About this exercise => What follows is a set of records. Repeat every one of them exactly.

*** Source material ***

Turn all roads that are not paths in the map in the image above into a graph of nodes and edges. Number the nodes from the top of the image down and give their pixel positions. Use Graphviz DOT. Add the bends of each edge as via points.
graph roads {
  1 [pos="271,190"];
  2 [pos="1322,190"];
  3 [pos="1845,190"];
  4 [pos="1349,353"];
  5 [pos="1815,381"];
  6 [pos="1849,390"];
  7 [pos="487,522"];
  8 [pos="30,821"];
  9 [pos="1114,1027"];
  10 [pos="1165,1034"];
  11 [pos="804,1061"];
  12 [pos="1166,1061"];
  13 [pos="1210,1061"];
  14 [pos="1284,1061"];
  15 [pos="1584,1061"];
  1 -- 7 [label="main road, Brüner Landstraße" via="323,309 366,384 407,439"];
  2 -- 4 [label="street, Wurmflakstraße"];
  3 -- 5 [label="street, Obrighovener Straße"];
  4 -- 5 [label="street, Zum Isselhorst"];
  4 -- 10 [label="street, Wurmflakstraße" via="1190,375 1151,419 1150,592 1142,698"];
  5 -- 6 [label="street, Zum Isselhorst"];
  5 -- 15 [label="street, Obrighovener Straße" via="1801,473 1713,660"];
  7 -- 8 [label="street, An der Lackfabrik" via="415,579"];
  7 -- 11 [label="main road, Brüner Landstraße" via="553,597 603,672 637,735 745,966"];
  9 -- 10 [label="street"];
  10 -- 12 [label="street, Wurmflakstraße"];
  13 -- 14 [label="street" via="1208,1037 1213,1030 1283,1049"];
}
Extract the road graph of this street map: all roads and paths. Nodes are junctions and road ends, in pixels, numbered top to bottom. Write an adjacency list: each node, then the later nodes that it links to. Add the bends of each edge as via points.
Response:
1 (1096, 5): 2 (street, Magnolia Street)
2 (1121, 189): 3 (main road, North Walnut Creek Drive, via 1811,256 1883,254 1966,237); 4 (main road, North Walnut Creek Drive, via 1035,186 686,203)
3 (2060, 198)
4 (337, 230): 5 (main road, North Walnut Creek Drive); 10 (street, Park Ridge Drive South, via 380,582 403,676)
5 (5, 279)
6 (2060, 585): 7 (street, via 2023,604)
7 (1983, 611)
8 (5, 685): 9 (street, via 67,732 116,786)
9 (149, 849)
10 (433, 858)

*** End of Source material ***

Written answer =>
Turn all roads that are not paths in the map in the image above into a graph of nodes and edges. Number the nodes from the top of the image down and give their pixel positions. Use Graphviz DOT. Add the bends of each edge as via points.
graph roads {
  1 [pos="271,190"];
  2 [pos="1322,190"];
  3 [pos="1845,190"];
  4 [pos="1349,353"];
  5 [pos="1815,381"];
  6 [pos="1849,390"];
  7 [pos="487,522"];
  8 [pos="30,821"];
  9 [pos="1114,1027"];
  10 [pos="1165,1034"];
  11 [pos="804,1061"];
  12 [pos="1166,1061"];
  13 [pos="1210,1061"];
  14 [pos="1284,1061"];
  15 [pos="1584,1061"];
  1 -- 7 [label="main road, Brüner Landstraße" via="323,309 366,384 407,439"];
  2 -- 4 [label="street, Wurmflakstraße"];
  3 -- 5 [label="street, Obrighovener Straße"];
  4 -- 5 [label="street, Zum Isselhorst"];
  4 -- 10 [label="street, Wurmflakstraße" via="1190,375 1151,419 1150,592 1142,698"];
  5 -- 6 [label="street, Zum Isselhorst"];
  5 -- 15 [label="street, Obrighovener Straße" via="1801,473 1713,660"];
  7 -- 8 [label="street, An der Lackfabrik" via="415,579"];
  7 -- 11 [label="main road, Brüner Landstraße" via="553,597 603,672 637,735 745,966"];
  9 -- 10 [label="street"];
  10 -- 12 [label="street, Wurmflakstraße"];
  13 -- 14 [label="street" via="1208,1037 1213,1030 1283,1049"];
}
Extract the road graph of this street map: all roads and paths. Nodes are junctions and road ends, in pixels, numbered top to bottom. Write an adjacency list: each node, then the later nodes that it links to. Add the bends of each edge as via points.
Response:
1 (1096, 5): 2 (street, Magnolia Street)
2 (1121, 189): 3 (main road, North Walnut Creek Drive, via 1811,256 1883,254 1966,237); 4 (main road, North Walnut Creek Drive, via 1035,186 686,203)
3 (2060, 198)
4 (337, 230): 5 (main road, North Walnut Creek Drive); 10 (street, Park Ridge Drive South, via 380,582 403,676)
5 (5, 279)
6 (2060, 585): 7 (street, via 2023,604)
7 (1983, 611)
8 (5, 685): 9 (street, via 67,732 116,786)
9 (149, 849)
10 (433, 858)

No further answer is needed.